On July 2, following a five-day Europe programme, Ardern will travel to Australia. She'll be there between July 4 and 8 and visit both Melbourne and Sydney.
"The forum has been delayed for a couple of years due to COVID and marks another important step in our reconnecting plan," Ardern said.
"Australia is our largest market for tourists and second-largest for exports. It is the most significant market for our small and medium-sized businesses looking to grow their offerings.
"And so in Melbourne and Sydney I will be helping to promote a number of trade and tourism opportunities.
"Our borders being open once again, and of course the removal of pre-departure testing from midnight tonight, creates real opportunities for our recovery, which will be a focus of the trip."
Ardern said her Europe trip was the "third leg of our reconnecting plan", which is intended to promote New Zealand's trade and tourism interests overseas. She's previously been in Asian markets and the United States.
"We're letting the world know we are open for business, study, trade and travel once again.
"International links are vital for New Zealand's economic recovery from the global COVID pandemic. While virtual diplomacy has served us well, I am pleased to be able to undertake face-to-face meetings to profile New Zealand as a close, like-minded partner that is open for business, and actively reconnecting with our European partners."
O'Connor is also travelling to Canada before joining the Prime Minister again in Australia.

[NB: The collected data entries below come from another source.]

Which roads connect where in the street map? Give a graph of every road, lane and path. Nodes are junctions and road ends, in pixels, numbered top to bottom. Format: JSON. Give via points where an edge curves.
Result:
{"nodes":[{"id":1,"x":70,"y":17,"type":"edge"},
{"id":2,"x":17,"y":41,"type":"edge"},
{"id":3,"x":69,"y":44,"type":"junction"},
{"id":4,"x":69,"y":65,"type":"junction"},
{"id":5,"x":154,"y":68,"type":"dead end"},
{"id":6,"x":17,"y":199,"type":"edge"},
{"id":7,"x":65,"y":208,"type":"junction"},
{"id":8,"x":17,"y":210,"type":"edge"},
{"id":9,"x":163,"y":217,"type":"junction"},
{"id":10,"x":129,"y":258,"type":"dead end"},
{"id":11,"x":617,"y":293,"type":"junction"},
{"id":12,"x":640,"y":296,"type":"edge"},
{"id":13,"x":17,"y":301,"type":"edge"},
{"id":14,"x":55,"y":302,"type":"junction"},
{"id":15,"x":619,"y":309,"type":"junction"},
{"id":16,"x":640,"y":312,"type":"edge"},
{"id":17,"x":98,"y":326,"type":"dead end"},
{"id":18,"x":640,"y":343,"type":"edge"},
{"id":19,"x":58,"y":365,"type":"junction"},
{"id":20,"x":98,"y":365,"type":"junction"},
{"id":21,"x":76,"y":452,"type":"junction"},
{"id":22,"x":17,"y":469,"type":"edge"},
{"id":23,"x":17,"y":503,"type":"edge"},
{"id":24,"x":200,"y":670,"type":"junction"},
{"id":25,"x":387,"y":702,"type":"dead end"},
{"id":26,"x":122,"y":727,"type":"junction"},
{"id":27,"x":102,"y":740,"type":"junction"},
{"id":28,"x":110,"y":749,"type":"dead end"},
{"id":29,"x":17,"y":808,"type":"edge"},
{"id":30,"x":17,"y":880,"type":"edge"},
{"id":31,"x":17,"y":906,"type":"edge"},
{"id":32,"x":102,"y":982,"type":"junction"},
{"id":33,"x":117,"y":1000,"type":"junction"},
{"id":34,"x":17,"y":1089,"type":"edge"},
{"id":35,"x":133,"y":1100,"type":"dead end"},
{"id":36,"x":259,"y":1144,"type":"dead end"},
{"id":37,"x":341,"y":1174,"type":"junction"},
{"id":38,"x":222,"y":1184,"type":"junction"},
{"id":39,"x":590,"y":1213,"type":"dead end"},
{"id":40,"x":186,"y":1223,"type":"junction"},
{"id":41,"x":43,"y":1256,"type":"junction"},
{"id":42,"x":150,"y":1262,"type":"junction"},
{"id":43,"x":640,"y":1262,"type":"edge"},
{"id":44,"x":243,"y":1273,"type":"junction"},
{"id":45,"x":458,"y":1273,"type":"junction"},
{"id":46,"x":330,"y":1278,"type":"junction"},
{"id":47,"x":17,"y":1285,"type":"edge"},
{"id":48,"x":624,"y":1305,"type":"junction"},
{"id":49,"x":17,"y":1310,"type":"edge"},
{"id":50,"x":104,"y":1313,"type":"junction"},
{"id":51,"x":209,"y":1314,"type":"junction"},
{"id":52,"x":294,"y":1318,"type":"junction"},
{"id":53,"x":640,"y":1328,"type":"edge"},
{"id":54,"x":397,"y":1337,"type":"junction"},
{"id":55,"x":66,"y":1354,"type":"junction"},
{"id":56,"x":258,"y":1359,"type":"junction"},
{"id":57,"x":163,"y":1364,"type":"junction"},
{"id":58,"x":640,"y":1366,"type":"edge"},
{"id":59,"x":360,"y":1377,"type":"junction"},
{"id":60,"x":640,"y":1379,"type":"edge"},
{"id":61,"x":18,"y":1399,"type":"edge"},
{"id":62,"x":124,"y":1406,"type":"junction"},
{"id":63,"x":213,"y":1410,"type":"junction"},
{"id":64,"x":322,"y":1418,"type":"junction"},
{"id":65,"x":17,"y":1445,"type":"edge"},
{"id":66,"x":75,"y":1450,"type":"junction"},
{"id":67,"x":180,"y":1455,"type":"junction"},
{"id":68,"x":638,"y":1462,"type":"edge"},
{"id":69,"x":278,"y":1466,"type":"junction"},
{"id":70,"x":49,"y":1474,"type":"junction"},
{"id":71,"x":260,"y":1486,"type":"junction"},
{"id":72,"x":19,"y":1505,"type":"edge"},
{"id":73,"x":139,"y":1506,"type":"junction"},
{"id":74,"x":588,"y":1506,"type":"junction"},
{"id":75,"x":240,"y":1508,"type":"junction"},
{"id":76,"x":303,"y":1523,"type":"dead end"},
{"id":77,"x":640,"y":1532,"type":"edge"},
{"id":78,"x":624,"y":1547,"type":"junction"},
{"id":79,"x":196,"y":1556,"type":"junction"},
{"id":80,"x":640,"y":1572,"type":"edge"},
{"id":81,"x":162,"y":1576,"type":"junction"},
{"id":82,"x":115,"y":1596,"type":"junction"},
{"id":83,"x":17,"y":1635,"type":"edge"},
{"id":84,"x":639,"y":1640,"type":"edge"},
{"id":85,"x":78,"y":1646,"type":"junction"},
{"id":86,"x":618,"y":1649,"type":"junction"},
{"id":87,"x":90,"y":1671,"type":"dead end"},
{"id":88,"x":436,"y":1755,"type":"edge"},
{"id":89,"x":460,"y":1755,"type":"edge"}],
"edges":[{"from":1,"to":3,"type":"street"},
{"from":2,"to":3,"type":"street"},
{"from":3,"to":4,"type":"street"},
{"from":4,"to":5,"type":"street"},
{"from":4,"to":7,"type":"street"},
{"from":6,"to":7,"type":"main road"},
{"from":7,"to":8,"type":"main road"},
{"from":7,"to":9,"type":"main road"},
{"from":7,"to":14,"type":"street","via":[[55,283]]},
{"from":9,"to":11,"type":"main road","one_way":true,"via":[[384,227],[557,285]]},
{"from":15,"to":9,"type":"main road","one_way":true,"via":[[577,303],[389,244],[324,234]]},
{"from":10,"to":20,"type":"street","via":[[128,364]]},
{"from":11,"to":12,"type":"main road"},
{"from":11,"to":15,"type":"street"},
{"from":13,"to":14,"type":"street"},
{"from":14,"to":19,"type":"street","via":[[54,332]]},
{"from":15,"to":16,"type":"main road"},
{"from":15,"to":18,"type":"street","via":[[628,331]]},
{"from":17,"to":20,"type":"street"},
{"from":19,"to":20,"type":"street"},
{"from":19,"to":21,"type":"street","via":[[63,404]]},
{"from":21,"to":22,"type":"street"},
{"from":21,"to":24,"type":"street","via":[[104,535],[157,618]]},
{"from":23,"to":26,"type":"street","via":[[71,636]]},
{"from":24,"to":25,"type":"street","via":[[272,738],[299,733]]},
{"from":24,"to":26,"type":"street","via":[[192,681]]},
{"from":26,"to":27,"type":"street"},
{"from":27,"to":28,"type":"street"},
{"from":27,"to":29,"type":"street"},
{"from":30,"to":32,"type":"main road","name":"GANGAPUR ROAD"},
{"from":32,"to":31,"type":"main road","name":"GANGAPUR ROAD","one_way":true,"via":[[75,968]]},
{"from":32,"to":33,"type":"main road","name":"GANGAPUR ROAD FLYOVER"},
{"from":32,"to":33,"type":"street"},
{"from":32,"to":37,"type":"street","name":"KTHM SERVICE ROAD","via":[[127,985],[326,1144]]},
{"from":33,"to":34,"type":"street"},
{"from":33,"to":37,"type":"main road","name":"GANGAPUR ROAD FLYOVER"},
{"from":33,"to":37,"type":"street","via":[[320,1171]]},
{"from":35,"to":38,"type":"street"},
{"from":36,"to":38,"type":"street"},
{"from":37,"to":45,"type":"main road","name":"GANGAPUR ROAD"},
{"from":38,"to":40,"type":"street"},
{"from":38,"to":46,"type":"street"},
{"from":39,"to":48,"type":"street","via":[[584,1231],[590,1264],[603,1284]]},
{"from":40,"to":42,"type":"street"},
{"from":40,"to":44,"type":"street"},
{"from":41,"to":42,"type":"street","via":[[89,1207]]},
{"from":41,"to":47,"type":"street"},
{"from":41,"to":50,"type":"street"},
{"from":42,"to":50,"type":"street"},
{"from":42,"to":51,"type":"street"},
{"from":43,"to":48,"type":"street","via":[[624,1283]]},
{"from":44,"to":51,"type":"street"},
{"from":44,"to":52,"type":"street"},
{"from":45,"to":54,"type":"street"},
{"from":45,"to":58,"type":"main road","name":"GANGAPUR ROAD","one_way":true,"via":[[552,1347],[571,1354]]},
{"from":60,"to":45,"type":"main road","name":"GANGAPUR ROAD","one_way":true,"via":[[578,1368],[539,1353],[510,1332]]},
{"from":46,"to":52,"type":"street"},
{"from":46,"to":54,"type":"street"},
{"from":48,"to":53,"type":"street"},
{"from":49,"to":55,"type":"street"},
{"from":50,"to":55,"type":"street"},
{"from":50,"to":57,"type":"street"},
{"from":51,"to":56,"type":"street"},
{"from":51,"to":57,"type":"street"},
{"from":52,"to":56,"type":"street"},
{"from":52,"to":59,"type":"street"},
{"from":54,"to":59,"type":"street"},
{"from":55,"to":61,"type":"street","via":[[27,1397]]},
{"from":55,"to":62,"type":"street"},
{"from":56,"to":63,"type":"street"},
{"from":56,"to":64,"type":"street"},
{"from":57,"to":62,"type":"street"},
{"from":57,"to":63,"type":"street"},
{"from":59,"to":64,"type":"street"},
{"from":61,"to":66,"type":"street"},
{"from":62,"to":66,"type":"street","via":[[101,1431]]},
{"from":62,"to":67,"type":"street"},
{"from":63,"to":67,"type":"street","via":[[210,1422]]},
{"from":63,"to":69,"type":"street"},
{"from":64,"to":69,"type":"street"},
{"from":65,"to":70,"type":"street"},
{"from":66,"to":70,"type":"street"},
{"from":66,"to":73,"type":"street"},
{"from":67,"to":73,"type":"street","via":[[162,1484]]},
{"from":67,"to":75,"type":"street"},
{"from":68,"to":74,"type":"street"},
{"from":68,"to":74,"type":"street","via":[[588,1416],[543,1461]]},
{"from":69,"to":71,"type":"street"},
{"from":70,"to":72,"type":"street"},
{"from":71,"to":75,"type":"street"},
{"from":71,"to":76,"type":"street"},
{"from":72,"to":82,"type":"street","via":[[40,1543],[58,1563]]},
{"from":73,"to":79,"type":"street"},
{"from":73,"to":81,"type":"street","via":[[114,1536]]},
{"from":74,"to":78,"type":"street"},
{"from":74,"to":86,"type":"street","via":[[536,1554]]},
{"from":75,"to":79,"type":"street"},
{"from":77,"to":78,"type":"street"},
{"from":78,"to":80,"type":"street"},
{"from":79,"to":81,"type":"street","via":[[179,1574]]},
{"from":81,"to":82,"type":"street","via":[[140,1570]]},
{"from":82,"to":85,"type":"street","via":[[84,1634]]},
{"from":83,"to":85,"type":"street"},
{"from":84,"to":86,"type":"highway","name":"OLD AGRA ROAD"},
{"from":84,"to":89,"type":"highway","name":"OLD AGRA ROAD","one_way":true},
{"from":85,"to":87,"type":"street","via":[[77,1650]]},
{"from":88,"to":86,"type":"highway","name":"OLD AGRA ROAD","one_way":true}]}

"In Ottawa, I will meet Minister of International Trade, Export Promotion, Small Business and Economic Development Mary Ng, to strengthen bilateral trade, especially through the Comprehensive and Progressive Agreement for Trans-Pacific Partnership (CPTPP). I will also visit Toronto to engage with Kiwi businesses, with a particular focus on the tech sector.
"Two-way trade with Canada was valued at just under $1.6 billion for the year ending September 2021, making them a significant trading partner, however our services exports took a hit throughout the COVID-19 pandemic.
"This trip will help us reconnect with Canada by learning from and supporting New Zealand businesses on the ground in that market."